[Stored data entries]
* * * * * * *

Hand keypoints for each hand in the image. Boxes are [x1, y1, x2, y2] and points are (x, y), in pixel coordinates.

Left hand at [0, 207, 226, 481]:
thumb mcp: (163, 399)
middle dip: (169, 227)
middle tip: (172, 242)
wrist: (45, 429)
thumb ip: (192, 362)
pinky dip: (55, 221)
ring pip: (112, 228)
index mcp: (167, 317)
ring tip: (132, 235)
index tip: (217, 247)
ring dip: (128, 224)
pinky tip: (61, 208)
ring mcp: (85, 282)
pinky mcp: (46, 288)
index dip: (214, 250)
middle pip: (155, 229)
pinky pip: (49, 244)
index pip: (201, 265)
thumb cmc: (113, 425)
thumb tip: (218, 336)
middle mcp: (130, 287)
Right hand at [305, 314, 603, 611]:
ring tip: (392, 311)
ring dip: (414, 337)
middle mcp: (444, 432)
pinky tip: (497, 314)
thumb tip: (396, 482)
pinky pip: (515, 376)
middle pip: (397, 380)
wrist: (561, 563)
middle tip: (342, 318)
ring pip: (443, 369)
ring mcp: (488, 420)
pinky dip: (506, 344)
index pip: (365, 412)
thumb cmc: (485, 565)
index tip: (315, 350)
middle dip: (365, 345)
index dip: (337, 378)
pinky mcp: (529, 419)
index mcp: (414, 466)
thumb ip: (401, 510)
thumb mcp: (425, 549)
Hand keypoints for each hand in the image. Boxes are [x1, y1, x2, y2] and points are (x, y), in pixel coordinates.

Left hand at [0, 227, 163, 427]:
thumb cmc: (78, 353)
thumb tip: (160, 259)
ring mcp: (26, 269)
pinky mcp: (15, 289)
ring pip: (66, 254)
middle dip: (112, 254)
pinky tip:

* * * * * * *

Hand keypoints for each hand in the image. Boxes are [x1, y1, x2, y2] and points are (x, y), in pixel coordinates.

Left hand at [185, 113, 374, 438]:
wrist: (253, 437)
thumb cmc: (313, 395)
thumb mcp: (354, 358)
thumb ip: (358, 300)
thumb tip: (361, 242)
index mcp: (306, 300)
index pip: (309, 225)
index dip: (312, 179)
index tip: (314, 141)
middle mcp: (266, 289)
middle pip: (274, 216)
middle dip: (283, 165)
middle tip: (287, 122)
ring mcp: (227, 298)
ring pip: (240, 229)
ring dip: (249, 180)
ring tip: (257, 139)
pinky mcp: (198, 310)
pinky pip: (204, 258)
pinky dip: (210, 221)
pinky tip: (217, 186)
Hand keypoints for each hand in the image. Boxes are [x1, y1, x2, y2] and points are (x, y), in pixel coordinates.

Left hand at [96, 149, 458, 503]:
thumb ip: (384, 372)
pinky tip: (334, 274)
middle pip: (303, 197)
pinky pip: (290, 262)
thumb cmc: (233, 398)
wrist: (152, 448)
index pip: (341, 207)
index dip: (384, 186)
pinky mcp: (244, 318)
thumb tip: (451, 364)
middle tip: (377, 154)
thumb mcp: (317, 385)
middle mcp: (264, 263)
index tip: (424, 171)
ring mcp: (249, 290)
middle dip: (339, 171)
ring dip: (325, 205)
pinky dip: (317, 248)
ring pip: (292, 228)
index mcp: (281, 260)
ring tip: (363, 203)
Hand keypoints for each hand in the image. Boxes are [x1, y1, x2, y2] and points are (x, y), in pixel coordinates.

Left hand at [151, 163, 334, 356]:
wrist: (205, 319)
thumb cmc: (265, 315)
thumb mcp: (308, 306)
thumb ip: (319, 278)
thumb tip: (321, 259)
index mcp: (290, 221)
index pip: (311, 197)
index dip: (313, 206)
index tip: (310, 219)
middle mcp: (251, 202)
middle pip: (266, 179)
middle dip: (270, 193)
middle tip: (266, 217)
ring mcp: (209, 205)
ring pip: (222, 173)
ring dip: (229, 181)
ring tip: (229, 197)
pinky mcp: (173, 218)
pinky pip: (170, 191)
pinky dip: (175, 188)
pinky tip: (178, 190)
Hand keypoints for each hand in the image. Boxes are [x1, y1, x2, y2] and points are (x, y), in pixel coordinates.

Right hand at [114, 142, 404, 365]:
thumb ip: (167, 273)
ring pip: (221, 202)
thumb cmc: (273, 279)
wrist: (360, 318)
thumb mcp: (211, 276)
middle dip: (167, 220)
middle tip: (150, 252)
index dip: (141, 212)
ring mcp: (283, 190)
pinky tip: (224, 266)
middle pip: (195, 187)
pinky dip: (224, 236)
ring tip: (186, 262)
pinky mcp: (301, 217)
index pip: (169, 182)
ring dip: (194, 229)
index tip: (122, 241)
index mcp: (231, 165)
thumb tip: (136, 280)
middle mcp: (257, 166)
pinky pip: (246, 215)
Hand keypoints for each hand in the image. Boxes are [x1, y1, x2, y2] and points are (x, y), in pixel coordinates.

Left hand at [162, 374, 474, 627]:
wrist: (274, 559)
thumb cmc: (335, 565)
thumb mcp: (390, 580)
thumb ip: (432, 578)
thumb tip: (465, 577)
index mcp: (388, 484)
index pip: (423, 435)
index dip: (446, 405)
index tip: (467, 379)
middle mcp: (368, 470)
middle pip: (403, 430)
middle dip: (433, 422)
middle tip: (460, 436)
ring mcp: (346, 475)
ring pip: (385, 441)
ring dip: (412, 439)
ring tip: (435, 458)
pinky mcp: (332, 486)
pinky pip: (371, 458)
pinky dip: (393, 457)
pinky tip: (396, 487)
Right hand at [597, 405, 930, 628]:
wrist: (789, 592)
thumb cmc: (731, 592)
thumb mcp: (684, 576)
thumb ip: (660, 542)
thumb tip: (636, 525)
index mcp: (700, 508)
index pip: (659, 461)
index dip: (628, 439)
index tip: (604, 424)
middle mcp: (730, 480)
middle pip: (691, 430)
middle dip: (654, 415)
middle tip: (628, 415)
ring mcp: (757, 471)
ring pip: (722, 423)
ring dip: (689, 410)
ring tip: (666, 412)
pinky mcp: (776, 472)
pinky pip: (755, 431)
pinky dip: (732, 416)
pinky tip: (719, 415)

* * * * * * *

§ **What is needed**:
Set down exactly the lines of the data above, beginning with the line that has "thumb cmc: (265, 315)" and ending with the line that has "thumb mcp: (211, 276)", and no others.

§ **Answer to this problem**:
thumb cmc: (265, 315)
thumb mcp: (308, 306)
thumb ip: (319, 278)
thumb tip: (321, 259)
index mcp: (290, 221)
index pip: (311, 197)
index dip: (313, 206)
index tip: (310, 219)
middle mcp: (251, 202)
middle pip: (266, 179)
middle dip: (270, 193)
middle tip: (266, 217)
ring mcp: (209, 205)
ring pip: (222, 173)
ring dip: (229, 181)
ring tip: (229, 197)
pinky mcp: (173, 218)
pinky pip: (170, 191)
pinky dip: (175, 188)
pinky tip: (178, 190)
Hand keypoints for each hand in the image. Boxes are [x1, y1, x2, y2] and points are (x, y), in pixel coordinates.

Right hand at [114, 142, 404, 365]:
thumb ip: (167, 273)
ring pip: (221, 202)
thumb cmc: (273, 279)
wrist: (360, 318)
thumb mcp: (211, 276)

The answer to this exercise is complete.